The gist is this: our man Cornealious, apparently the third of his great name, robbed a Burger King at gunpoint in August 1999, and in March 2000, he was sentenced to 13 years behind bars. He was released on bail during an appeal, but when this was rejected, the erstwhile Missouri Department of Corrections made no effort to return him to its custody, evidently burdened by the belief that he was already in it. Cornealious proceeded to live out a relatively happy and peaceable 13 years, which included getting married and founding his own company. In another standout sentence, Wikipedia states: "He registered his business, he voted, he renewed his driver's licence all using his full name and address."

No one noticed until 2013, when, as I like to imagine it, a bored guard turned up at an empty cell, looking at his clipboard and muttering if anyone had seen Anderson.
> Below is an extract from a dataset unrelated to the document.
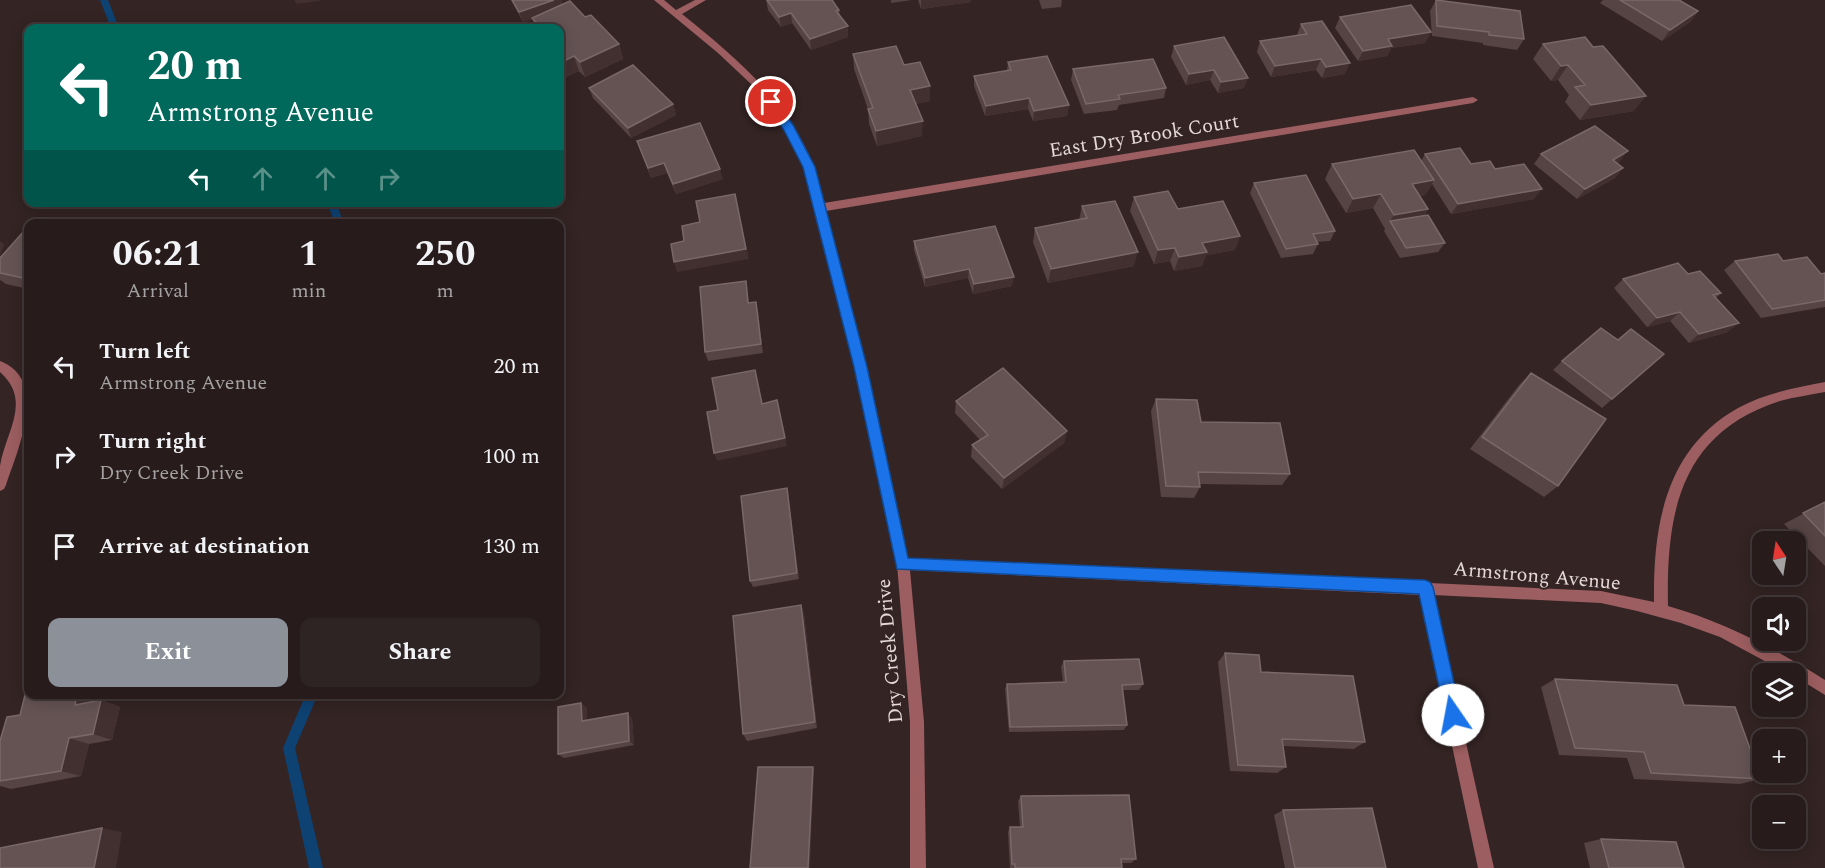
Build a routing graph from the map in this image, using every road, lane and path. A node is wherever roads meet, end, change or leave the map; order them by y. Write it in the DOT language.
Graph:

Wikipedia compares the case to that of Rene Lima-Marin, also convicted of armed robbery in 2000, this time in Colorado. Rene was sentenced to 98 years behind bars (justice!) but was erroneously released after a mere 8, without anyone - even Rene - realising that this was 9 decades early. "He became active in his church, married his former girlfriend, helped raise her son, and had another son with her." In a lovely, if suspicious, turn out for the books, Rene and Cornealious were represented by the same lawyer.

Now, the article spends more than 2,300 words describing these two cases, along with some of the "controversy" that they provoked in the media - this alone surely represents overzealous attention to detail for what is essentially a minor, if novel and attention-grabbing, moment in US legal history. But what I feel is really outstanding is the further 800 words dedicated to a section titled, drily, "Analysis".

The Analysis reads like an undergraduate law school assignment, comparing and contrasting several legal authorities (fully referenced, with citations for each publication) and their takes on what the whole kerfuffle says about the US justice system. Of particular note is the fact that Cornealious became - in the time he spent not in prison - by all accounts a fully reformed and upstanding member of society. As the judge finally put it in 2014: "Go home to your family, Mr. Anderson, and continue to be a good father, a good husband, a good taxpayer... Good luck to you."

This is to be contrasted - as the wiki-academics do at length - with the penal system as a whole, which has a famously poor record when it comes to reforming inmates. Consider the pros and cons weighed in this short, but thoughtful, passage:
Two thirds of people released from prison reoffend and often by committing a more serious crime. Instead of rehabilitating, prisons train people to be more violent.[29] According to Zeman, the failure to rehabilitate is a threat to society, but that it is a hard sell to convince those who focus on incarceration as punishment that incarceration should focus on rehabilitation.[29] According to Gilligan, allowing prisoners access to education and obtaining a college degree is the only program that has ever been shown effective in reducing recidivism.[29] However, such education programs are either viewed as too lenient or they are ineffectual in most prisons in the United States.[29]
Now, you or I might wonder what the minutiae of different expert opinions on modern recidivism has to do with a brief media sensation in 2013, but Wikipedia appears undaunted as it ploughs on for several lengthy paragraphs. This is why I love this website. The piece goes on to thoroughly explore the ideas of a man named Jayadev, who eventually makes Cornealious more or less a poster child for penal reform, citing the ludicrous costs of incarceration, the likelihood of re-offence and the problem of mandatory sentencing.

So if you ever thought Wikipedia was a simple one-stop shop for basic facts about stuff, remember Cornealious III.